Dieses Thema im Forum "Gedichte & Gedanken" wurde erstellt von Britta, 29. Juli 2002.

  1. Himmelhoch wachsen die Bäume
    und kitzeln die Sterne
    Tausendschön blühen die Blumen
    und flüstern und lachen
    Wer pflanzte den Dornbusch?
    Wer säte die Disteln?
     
  2. Ich denke dafür ist auch der Liebe, manchmal auch "böse" Gott zuständig. Er holt sich die kleinen Engel, die er am liebsten hatte :-(
    Alles Gute Kareen
     
  3. Das kann man wirklich ausdiskutieren, aber ich werde es mir nicht anmaßen eine Mutter die grad Abschied nehmen mußte zu sagen, dass Gott doch eigentlich ganz lieb ist! Sind Deine Kinder wirklich 3 Monate auseinander??? :o
    Gruß
    Britta
     
  4. Hallo Britta,
    in unserer Familienvorstellung kannst Du unsere Geschichte in Kurzform nachlesen.
    Unsere Zwillinge kamen 12 Wochen zu früh zur Welt, Vincent ist uns geblieben, James starb nach 11 Tagen an einer Blutvergiftung. Beide kamen gesund zur Welt.
    Nach einem Jahr fange ich langsam an zu akzeptieren das wir ihn "verloren" haben.
    Aus Deinem Text war nicht zu erkennen, das Du gerade Dein Kind verloren hast. Als ich in Deiner Situation war (ich meine als es noch ganz frisch war) war ich nur auf der Seite von www.schmetterlingskinder.de
    Es geht mir nun ein bißchen besser und Vincent zeigt uns täglich, das Gott auch lieb sein kann.
    Der 15.06. in meiner Signatur ist das Geburtsdatum, der 04.09. der errechnete Termin. Wir haben nur diese zwei Kinder (Vincent und James)
    Ich wollte Dich auf keinen Fall mit meiner Antwort verletzen!
    Liebe Grüße Kareen
     
  5. Hallo,
    da habe ich mich wohl ganz falsch ausgedrückt! Ich habe kein Kind verloren aber mein Mitgefühl für Eltern die so etwas erleben ist so stark, dass mir richtig das Herz weh tut! Also entschuldige bitte wenn irgendwas falsch angekommen ist. Ich meinte, dass ich es in so einer Situation verstehen könnte, wenn Eltern Gott und die Welt in Frage stellen und das sagt der Text aus finde ich. Aber es scheint, als hätte bei Dir die Zeit und das Lächeln deines anderen Jungen die Wunden etwas geheilt und ich kann es nur bewundern dass Du Gott dafür wieder lieben kannst. Werde mir gerne Deine Familiengeschichte durchlesen und kann dir aber jetzt schon mein Mitgefühl versichern
    Ganz lieber Gruß
    Britta


    Als Trösterli noch eine kleine Geschichte:
    warum holst du mich jetzt zu Dir wo ich gestorben bin? Ich glaube, ich bin mein
    ganzes Leben lang ohne Dich ausgekommen. Ich habe nie etwas von Dir gemerkt."

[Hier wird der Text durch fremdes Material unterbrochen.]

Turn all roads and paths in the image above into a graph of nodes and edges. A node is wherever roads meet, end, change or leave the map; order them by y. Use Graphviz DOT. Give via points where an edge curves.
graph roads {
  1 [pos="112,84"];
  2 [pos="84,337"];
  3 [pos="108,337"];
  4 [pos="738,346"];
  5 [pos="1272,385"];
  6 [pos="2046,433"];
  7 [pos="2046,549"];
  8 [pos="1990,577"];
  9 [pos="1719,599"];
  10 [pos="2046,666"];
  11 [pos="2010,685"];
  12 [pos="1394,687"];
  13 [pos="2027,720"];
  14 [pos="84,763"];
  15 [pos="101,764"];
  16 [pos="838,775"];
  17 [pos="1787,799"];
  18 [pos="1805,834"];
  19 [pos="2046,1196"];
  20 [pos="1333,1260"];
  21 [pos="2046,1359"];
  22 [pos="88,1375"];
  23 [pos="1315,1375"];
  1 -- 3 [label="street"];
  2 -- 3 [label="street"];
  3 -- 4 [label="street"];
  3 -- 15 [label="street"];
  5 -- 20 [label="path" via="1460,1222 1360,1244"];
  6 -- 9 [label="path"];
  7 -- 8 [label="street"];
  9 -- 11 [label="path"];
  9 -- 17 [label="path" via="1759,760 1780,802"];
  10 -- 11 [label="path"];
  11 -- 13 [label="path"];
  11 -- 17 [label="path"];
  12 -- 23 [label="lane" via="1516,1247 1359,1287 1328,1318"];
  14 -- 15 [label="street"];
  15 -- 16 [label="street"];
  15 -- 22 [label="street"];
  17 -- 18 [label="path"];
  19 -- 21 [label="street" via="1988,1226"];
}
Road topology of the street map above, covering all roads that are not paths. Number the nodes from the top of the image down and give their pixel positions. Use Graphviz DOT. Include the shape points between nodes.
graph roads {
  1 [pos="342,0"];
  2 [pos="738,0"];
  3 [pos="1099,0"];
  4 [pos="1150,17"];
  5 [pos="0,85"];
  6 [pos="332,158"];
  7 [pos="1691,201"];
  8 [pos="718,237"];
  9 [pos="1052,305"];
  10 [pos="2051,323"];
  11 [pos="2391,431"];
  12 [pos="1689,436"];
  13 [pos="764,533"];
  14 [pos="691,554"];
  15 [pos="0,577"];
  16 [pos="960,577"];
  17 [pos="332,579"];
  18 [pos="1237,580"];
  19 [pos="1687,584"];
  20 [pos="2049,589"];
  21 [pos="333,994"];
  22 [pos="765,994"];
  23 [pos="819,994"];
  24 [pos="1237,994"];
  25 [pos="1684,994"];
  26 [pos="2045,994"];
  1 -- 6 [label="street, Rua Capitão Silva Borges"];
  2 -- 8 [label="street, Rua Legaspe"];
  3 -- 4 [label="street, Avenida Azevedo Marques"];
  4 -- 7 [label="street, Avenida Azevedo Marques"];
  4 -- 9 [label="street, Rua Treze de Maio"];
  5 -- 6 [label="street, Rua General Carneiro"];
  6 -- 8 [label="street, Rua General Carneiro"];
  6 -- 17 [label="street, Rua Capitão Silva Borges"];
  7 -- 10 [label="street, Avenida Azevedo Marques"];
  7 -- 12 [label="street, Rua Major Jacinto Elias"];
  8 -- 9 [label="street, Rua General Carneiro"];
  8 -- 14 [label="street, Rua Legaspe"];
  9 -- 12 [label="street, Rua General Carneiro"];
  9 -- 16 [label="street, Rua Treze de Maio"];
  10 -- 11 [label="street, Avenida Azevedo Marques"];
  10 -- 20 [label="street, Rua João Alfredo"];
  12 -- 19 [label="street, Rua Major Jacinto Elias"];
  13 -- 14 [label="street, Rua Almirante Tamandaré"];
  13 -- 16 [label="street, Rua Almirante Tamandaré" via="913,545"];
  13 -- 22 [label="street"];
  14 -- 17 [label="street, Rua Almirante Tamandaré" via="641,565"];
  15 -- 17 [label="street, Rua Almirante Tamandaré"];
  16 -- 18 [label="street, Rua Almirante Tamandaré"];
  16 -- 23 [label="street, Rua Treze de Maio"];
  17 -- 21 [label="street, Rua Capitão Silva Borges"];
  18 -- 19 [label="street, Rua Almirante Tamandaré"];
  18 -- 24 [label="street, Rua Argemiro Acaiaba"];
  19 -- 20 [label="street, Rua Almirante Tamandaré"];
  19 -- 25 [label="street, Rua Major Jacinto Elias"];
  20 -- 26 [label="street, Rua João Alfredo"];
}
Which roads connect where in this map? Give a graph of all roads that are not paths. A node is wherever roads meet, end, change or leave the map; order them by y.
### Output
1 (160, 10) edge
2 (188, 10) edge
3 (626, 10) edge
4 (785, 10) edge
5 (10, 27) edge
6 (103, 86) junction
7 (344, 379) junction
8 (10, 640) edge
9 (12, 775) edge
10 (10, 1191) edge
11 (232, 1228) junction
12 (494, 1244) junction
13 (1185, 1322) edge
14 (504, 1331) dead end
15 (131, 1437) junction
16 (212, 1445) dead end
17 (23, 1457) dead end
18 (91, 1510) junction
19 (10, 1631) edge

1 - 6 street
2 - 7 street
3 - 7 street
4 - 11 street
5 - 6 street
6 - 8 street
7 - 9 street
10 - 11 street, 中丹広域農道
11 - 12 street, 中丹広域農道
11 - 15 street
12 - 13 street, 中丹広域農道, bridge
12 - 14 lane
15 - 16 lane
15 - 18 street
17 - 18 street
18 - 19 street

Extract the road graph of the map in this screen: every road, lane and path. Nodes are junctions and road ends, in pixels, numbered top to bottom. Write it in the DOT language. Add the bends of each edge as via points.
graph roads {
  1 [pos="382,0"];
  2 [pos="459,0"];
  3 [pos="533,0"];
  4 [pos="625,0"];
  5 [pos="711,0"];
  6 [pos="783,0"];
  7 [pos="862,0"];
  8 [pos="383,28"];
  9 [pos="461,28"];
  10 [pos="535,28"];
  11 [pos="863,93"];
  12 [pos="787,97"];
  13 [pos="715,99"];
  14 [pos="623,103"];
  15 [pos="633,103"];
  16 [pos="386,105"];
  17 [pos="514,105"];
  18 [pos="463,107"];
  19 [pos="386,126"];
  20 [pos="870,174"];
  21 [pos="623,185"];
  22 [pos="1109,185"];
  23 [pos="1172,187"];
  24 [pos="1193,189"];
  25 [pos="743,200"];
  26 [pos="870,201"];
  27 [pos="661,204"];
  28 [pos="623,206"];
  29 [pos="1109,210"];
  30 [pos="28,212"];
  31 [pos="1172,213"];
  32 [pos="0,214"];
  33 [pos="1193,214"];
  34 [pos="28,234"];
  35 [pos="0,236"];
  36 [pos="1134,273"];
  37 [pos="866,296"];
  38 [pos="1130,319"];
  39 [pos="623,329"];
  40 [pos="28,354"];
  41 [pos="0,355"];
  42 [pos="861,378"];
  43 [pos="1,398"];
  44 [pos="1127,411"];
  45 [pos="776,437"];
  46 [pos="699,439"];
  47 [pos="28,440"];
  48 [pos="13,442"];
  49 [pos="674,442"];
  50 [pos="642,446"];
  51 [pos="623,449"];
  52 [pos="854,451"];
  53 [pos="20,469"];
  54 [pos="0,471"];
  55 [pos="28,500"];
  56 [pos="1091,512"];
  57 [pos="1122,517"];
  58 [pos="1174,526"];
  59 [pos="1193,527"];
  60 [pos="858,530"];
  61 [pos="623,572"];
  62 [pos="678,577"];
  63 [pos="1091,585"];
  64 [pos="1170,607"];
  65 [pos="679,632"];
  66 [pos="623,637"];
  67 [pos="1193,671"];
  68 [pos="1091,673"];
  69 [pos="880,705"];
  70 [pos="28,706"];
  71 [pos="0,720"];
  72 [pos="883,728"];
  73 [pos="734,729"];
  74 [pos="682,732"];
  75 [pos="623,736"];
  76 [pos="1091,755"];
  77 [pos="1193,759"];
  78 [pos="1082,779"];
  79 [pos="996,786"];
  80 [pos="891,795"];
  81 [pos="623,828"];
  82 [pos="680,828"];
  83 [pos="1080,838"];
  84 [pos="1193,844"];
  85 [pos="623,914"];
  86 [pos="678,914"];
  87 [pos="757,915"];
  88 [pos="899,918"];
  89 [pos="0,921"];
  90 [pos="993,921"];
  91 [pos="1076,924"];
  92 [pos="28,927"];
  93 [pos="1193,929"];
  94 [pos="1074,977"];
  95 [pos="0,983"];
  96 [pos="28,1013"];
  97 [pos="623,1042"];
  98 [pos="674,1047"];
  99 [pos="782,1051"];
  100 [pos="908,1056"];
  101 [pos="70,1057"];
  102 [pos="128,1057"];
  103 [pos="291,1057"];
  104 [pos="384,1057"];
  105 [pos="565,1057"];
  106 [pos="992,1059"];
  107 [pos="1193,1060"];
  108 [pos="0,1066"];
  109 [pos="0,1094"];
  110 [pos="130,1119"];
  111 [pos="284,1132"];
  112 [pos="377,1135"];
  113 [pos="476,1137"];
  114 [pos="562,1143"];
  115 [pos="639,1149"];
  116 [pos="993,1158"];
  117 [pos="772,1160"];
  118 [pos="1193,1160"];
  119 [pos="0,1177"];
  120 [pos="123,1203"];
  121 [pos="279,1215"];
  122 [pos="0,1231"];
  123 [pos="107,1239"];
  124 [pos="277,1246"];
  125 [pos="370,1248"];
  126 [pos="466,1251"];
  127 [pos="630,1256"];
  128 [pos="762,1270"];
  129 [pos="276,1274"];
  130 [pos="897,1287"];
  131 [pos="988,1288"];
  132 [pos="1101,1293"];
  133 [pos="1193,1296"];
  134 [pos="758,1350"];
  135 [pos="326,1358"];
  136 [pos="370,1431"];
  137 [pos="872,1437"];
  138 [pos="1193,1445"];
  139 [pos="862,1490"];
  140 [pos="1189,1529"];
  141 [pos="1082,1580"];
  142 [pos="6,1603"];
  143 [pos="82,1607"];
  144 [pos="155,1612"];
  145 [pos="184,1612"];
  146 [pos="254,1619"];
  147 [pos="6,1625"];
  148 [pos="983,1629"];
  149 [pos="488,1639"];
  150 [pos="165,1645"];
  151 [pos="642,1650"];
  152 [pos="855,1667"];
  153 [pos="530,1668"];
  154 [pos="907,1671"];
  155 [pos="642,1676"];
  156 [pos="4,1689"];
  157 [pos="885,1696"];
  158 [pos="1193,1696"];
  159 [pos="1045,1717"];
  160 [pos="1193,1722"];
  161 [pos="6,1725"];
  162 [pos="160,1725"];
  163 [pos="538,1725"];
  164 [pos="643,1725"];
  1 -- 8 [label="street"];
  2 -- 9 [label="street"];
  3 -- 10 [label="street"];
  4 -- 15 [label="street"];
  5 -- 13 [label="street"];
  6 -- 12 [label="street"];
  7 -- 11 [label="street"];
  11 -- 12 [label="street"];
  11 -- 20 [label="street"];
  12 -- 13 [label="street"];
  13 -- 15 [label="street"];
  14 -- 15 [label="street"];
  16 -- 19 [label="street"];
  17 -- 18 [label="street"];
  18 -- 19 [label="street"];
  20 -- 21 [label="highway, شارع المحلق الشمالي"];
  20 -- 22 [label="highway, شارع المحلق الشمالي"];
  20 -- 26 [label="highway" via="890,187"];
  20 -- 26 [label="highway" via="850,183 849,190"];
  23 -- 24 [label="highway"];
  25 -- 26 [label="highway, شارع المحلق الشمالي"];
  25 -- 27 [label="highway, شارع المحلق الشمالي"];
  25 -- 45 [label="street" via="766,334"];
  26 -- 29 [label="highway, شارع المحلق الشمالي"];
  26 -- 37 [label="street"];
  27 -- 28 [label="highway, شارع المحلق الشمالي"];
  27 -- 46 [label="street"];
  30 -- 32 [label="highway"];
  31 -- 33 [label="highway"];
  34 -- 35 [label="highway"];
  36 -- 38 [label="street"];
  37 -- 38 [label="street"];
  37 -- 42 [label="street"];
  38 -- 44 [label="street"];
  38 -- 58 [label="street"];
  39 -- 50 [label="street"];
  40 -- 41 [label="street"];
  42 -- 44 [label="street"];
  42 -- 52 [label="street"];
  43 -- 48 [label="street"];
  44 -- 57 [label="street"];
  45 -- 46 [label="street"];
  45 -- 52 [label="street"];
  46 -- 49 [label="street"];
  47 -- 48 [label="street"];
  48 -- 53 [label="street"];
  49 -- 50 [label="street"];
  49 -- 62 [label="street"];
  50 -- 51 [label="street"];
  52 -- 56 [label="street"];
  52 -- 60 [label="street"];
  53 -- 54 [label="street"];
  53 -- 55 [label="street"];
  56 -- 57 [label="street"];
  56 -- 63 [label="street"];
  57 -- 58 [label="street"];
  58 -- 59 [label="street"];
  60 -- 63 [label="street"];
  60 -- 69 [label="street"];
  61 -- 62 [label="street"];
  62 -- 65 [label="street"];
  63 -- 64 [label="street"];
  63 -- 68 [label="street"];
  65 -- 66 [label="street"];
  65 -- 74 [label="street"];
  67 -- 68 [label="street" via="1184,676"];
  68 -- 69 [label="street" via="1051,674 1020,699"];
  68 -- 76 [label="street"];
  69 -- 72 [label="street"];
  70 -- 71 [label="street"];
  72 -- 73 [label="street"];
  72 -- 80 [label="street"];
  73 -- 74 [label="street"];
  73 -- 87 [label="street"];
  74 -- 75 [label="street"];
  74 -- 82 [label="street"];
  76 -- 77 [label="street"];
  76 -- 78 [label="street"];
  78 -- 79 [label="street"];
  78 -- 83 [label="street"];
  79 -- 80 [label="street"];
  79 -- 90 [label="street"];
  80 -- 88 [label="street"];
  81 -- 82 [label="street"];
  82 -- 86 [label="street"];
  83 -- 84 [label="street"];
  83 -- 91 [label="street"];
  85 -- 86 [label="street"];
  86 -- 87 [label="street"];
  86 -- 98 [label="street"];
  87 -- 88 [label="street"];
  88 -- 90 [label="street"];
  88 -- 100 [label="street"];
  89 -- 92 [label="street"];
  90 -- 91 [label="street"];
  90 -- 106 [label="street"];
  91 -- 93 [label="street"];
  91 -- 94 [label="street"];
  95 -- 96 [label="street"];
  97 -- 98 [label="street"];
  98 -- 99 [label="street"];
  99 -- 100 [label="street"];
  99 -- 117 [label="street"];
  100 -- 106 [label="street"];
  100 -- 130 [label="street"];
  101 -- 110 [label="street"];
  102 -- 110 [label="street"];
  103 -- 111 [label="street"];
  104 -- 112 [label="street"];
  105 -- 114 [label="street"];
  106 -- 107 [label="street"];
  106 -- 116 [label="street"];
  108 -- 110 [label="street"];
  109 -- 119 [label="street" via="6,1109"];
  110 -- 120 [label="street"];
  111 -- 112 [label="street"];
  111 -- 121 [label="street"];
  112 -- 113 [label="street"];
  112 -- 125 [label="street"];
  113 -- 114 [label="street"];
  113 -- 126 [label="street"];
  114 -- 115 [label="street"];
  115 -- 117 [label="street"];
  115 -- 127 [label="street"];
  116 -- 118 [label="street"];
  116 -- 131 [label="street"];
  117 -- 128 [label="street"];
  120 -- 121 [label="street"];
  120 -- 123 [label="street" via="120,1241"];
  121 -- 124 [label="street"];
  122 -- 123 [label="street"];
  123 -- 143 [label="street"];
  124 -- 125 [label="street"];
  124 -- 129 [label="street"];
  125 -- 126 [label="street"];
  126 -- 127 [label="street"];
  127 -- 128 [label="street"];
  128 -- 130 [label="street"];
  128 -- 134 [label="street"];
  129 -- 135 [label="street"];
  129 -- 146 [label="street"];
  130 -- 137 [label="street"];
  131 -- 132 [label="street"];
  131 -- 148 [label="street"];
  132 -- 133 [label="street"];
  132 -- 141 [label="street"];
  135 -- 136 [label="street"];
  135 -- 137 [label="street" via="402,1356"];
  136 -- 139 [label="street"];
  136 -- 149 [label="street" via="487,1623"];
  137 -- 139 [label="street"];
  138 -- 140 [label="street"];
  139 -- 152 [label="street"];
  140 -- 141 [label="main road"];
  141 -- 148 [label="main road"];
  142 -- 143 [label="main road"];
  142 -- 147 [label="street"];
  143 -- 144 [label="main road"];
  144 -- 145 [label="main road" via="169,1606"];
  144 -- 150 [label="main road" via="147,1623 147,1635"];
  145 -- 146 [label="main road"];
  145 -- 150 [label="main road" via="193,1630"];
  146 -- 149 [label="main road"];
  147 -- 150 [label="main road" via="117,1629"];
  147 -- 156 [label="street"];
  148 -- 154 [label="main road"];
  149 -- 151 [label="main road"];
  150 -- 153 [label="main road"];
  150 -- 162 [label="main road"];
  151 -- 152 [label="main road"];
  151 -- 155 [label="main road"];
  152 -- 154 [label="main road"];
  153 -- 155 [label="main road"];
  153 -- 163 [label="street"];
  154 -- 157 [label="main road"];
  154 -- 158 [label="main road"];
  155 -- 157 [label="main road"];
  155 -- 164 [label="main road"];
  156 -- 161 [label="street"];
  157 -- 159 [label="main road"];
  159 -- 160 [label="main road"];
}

    "Komm mit", sagt Gott, "ich will Dir etwas zeigen." Er führt den Mann zu einem
    großen Feld. Von dem einen Ende des Feldes führt eine Spur zum anderen Ende. Mal
    gerade, mal in Zickzack-Linien oder in großen Kurven, mal auf Umwegen, manchmal
    im Kreis. "Siehst Du die Spur?" fragt Gott den Mann. "Dein Leben hat diese Spur
    hinterlassen."
    "Ja ich erkenne die Spur", sagt der Mann, "aber woher kommt dieses zweite Paar
    Schritte neben meinen?"
    "Das sind meine Fußtritte", sagt Gott. "Ich bin die ganze Zeit neben Dir
    gegangen. Du hast es nur nicht gemerkt."
    "Aber hier", sagt der Mann, "siehst Du diese kurvige Strecke? Da ist nur ein
    Paar Schritte zu sehen. Gerade in der Zeit ging es mir so schlecht, und ich habe
    mich allein gefühlt. Damals hätte ich Dich wirklich gebrauchen können. Wo bist
    Du da gewesen?"
    In dieser Zeit", sagt Gott "als es Dir so schlecht ging, da habe ich Dich
    getragen"
     
  6. Sorry fehlt was

    Da wurde irgendwie der erste Satz der GEschichte abgeschnitten:

    Wo bist Du gewesen lieber Gott als es mir so schlecht ging? (Anne Christiansen)

    Ein Mann kommt zu Gott in den Himmel. "was soll hier bei Dir?" fragt der Mann.
    warum holst du mich jetzt zu Dir wo ich gestorben bin? Ich glaube, ich bin mein
    ganzes Leben lang ohne Dich ausgekommen. Ich habe nie etwas von Dir gemerkt."

    "Komm mit", sagt Gott, "ich will Dir etwas zeigen." Er führt den Mann zu einem
    großen Feld. Von dem einen Ende des Feldes führt eine Spur zum anderen Ende. Mal
    gerade, mal in Zickzack-Linien oder in großen Kurven, mal auf Umwegen, manchmal
    im Kreis. "Siehst Du die Spur?" fragt Gott den Mann. "Dein Leben hat diese Spur
    hinterlassen."
    "Ja ich erkenne die Spur", sagt der Mann, "aber woher kommt dieses zweite Paar
    Schritte neben meinen?"
    "Das sind meine Fußtritte", sagt Gott. "Ich bin die ganze Zeit neben Dir
    gegangen. Du hast es nur nicht gemerkt."
    "Aber hier", sagt der Mann, "siehst Du diese kurvige Strecke? Da ist nur ein
    Paar Schritte zu sehen. Gerade in der Zeit ging es mir so schlecht, und ich habe
    mich allein gefühlt. Damals hätte ich Dich wirklich gebrauchen können. Wo bist
    Du da gewesen?"
    In dieser Zeit", sagt Gott "als es Dir so schlecht ging, da habe ich Dich
    getragen"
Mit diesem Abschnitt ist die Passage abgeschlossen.